2

Has anyone come across a "Removed XXXX rows containing missing values" in which the value is lower than expected? I have more points out of the range than what the warning is giving me.

I have a large dataset (63000 rows) with more than 7000 values lower than 24, which is my lower y-axis limit but get the message saying it is only ~3000.

I haven't seen any info on it anywhere, so would appreciate if anyone who has had this problem before can tell me why this is happening. Thanks!
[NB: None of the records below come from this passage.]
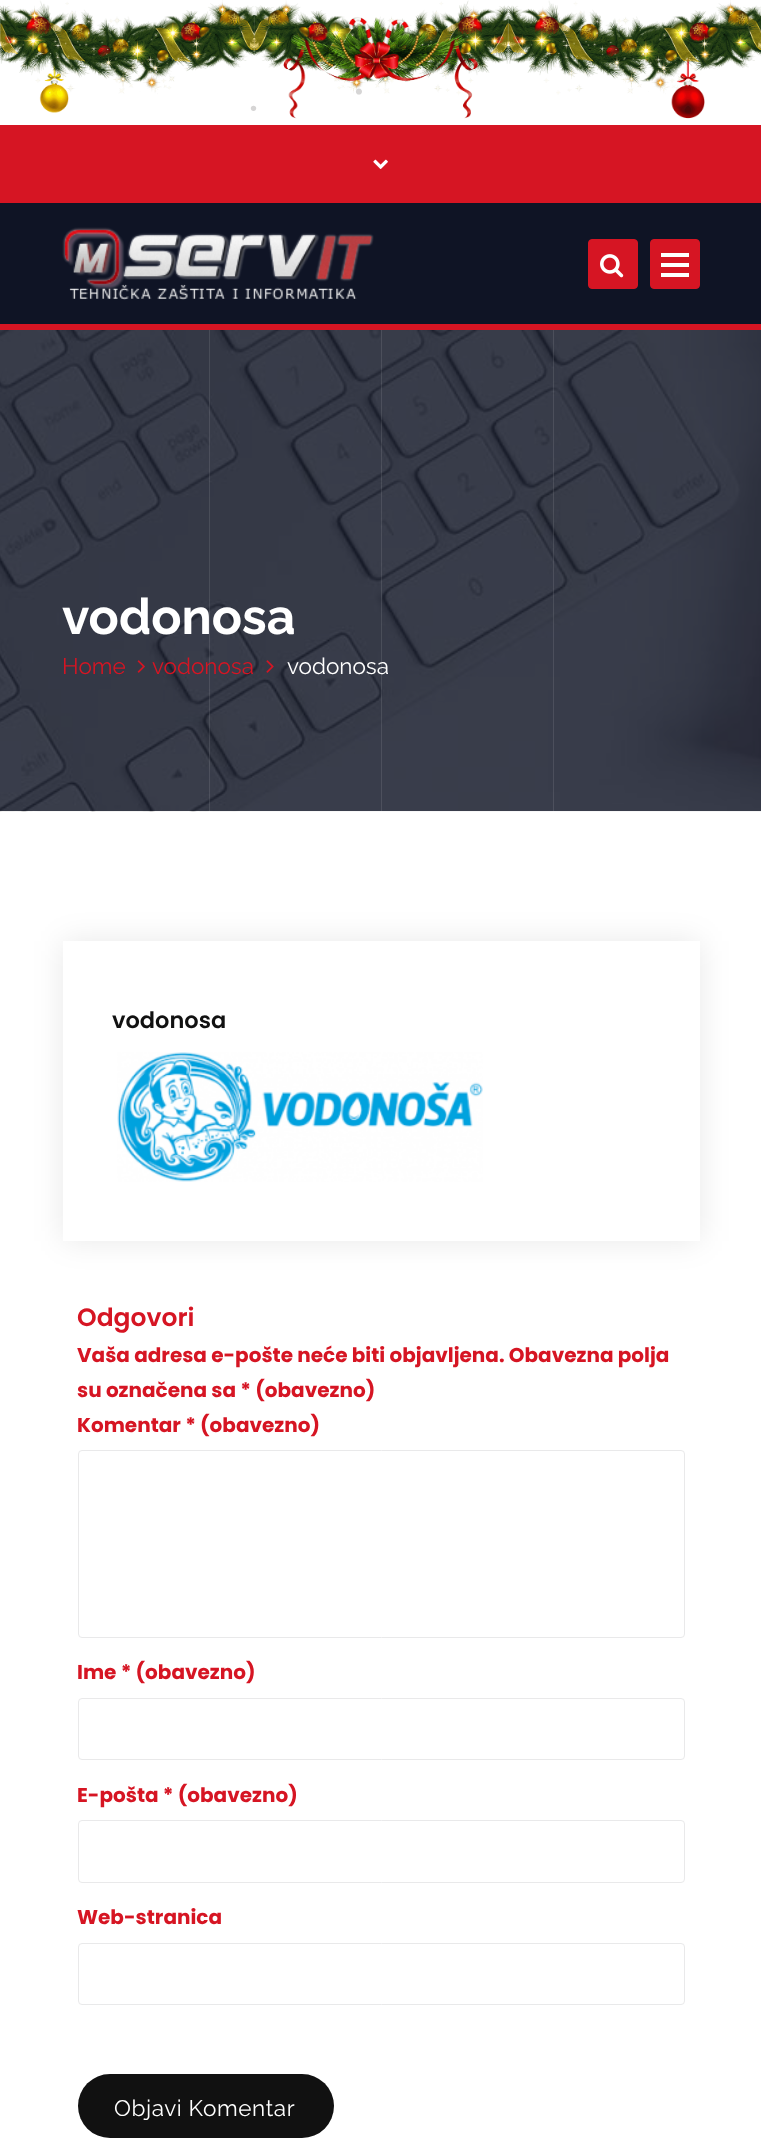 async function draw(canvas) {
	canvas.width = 761;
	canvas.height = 2151;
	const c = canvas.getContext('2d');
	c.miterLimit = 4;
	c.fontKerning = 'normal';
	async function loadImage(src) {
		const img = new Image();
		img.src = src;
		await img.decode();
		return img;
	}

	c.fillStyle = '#fff';
	c.fillRect(0, 0, 761, 2151);
	c.drawImage(await loadImage('img1.png'), 0, 0, 761, 119);
	c.font = '22.5px Liberation Sans';
	c.fillStyle = '#d6d5d5';
	c.fillText('•', 355, 99);
	c.font = '20px Liberation Sans';
	c.fillText('•', 250, 115);
	c.fillStyle = '#d61523';
	c.fillRect(0, 125, 761, 78);
	c.drawImage(await loadImage('img2.png'), 373, 159, 15, 10);
	c.fillStyle = '#0f1425';
	c.fillRect(0, 203, 761, 121);
	c.fillStyle = '#d61523';
	c.fillRect(0, 324, 761, 6);
	c.drawImage(await loadImage('img3.png'), 62, 227, 312, 73);
	c.beginPath();
	c.roundRect(588.5, 239.5, 49, 49, 3.5);
	c.fill();
	c.strokeStyle = '#d61523';
	c.stroke();
	c.drawImage(await loadImage('img4.png'), 600, 254, 24, 24);
	c.beginPath();
	c.roundRect(650.5, 239.5, 49, 49, 3.5);
	c.fill();
	c.stroke();
	for (const [x, y, w, h, color] of [
		[661, 253, 28, 4, '#fff'],
		[661, 263, 28, 4, '#fff'],
		[661, 273, 28, 4, '#fff'],
	]) {
		c.fillStyle = color;
		c.fillRect(x, y, w, h);
	}
	c.drawImage(await loadImage('img5.png'), 0, 330, 761, 482);
	for (const [x, y, w, h, color] of [
		[209, 330, 1, 481, '#ffffff1a'],
		[381, 330, 1, 481, '#ffffff1a'],
		[553, 330, 1, 481, '#ffffff1a'],
	]) {
		c.fillStyle = color;
		c.fillRect(x, y, w, h);
	}
	c.font = 'bold 50px Raleway';
	c.fillStyle = '#fff';
	c.fillText('vodonosa', 62, 634);
	c.font = '22.5px Raleway';
	c.fillStyle = '#d61523';
	c.fillText('Home', 62, 674);
	c.drawImage(await loadImage('img6.png'), 137, 660, 8, 13);
	c.fillText('vodonosa', 152, 674);
	c.drawImage(await loadImage('img7.png'), 266, 660, 8, 13);
	c.fillStyle = '#fff';
	c.fillText('vodonosa', 287, 674);
	c.fillStyle = '#00000017';
	c.filter = 'blur(15.5px)';
	c.beginPath();
	c.rect(63, 941, 637, 300);
	c.fill();
	c.filter = 'none';
	c.fillStyle = '#fff';
	c.fillRect(63, 941, 637, 300);
	c.font = '600 22.5px Poppins';
	c.fillStyle = '#111';
	c.fillText('vodonosa', 112, 1028);
	c.drawImage(await loadImage('img8.png'), 117, 1052, 366, 130);
	c.font = '600 25px Poppins';
	c.fillStyle = '#d61523';
	c.fillText('Odgovori', 77, 1326);
	c.font = 'bold 20px Poppins';
	for (const [text, x, y] of [
		['Vaša adresa e-pošte neće biti objavljena. Obavezna polja', 77, 1362],
		['su označena sa * (obavezno)', 77, 1397],
		['Komentar * (obavezno)', 77, 1432],
	]) {
		c.fillText(text, x, y);
	}
	c.beginPath();
	c.roundRect(78.5, 1450.5, 606, 187, 3.5);
	c.strokeStyle = '#e9e9ea';
	c.stroke();
	c.fillText('Ime * (obavezno)', 77, 1679);
	c.beginPath();
	c.roundRect(78.5, 1698.5, 606, 61, 3.5);
	c.stroke();
	c.fillText('E-pošta * (obavezno)', 77, 1802);
	c.beginPath();
	c.roundRect(78.5, 1820.5, 606, 62, 3.5);
	c.stroke();
	c.fillText('Web-stranica', 77, 1924);
	c.beginPath();
	c.roundRect(78.5, 1943.5, 606, 61, 3.5);
	c.stroke();
	c.fillStyle = '#111';
	c.beginPath();
	c.roundRect(78, 2074, 256, 64, 32);
	c.fill();
	c.letterSpacing = '0.6px';
	c.font = '22.5px Raleway';
	c.fillStyle = '#fff';
	c.fillText('Objavi Komentar', 114, 2116);
}

draw(document.querySelector('canvas'));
Here is now a simpler example provided by @JonSpring in his comment:

ggplot(data.frame(X2 = 1:5, X3 = c(30, 31, 20, 40, 41)), aes(X2, X3)) + 
geom_point() + 
geom_line() + 
scale_y_continuous(limits = c(25, 50))
user438383
  • 5,716
  • 8
  • 28
  • 43
  • 4
    Welcome to SO, user22483480! I understand completely that you cannot share the actual data, though that does not release you from the expectation of providing something. Please try to create a representative dataset or use a public dataset and find limits/options that evidence the same warning you're seeing there. – r2evans Sep 01 '23 at 12:37
  • 1
    For some discussions on how to provide sample data (e.g., `dput`, `data.frame`, `read.table`), please see https://stackoverflow.com/q/5963269 , [mcve], and https://stackoverflow.com/tags/r/info. Thank you! – r2evans Sep 01 '23 at 12:52
  • 2
    Hi! Sorry, you are absolutely right. I think I managed to provide an example. Hope this is enough. – user22483480 Sep 01 '23 at 13:53
  • 1
    Sorry, I was new and this went closed fast. As an update, I think it may have something to do with geom_line() still plotting part of data. When I use geom_point() instead, I get the right numbers. If anyone could still comment anyway, I'd be grateful. – user22483480 Sep 01 '23 at 14:19
  • That's a good example, looking at it @user22483480 – r2evans Sep 01 '23 at 14:20
  • @Mark, please consider reopening with the recent edit (and I can reproduce the issue). – r2evans Sep 01 '23 at 14:24
  • Possibly coincidence, but `summary(d$X4 < 24 & lead(d$X4) < 24 & lag(d$X4) < 24)` is also 2, so I wonder if the reporting for `geom_line` observations excluded is based on looking at whether the point and the adjacent points on either side are also within range. – Jon Spring Sep 01 '23 at 16:48
  • 1
    Smaller example confirming that the filtering warnings for `geom_line` are not straightforward. Your example doesn't need theming, secondary axes, x limits, extraneous columns and layers, or more data points than we can grok at a glance. Here I have five points, middle one out of range, so two of the four lines not plotted -- with no warning of any missing. `ggplot(data.frame(X2 = 1:5, X3 = c(30, 31, 20, 40, 41)), aes(X2, X3)) + geom_point() + geom_line() + scale_y_continuous(limits = c(25, 50))`. This produces `Warning message: Removed 1 rows containing missing values ('geom_point()'). ` – Jon Spring Sep 01 '23 at 17:05
  • I think this is an area for potential improvement, so I have entered an issue for ggplot2 here: https://github.com/tidyverse/ggplot2/issues/5405 – Jon Spring Sep 01 '23 at 17:30
  • Yes, you are right - thanks! Sorry for overdoing the example, at first I had no idea where the problem was and secondary axis variable was the one giving me trouble, thought it could be the transformation. Will make it simpler next time :) Thanks again! – user22483480 Sep 01 '23 at 18:33
  • @r2evans thanks for that! :-) also thanks OP for adding code + data to your question – Mark Sep 01 '23 at 19:51
  • 1
    The best way to say "thank you" would be to go back and simplify your example to the one proposed by @JonSpring: then the question would be simple and self-contained, and the answer could just point out that it's complicated. – Ben Bolker Sep 01 '23 at 20:22
  • Maybe `geom_line` only warns if *both* endpoints of a segment are missing? – Ben Bolker Sep 01 '23 at 20:24
  • I thought so, but that's not it. (Or at least that's not all of it -- I tried adding more out-of-range points in the middle of my example and it didn't trigger a warning.) – Jon Spring Sep 01 '23 at 21:27

0 Answers0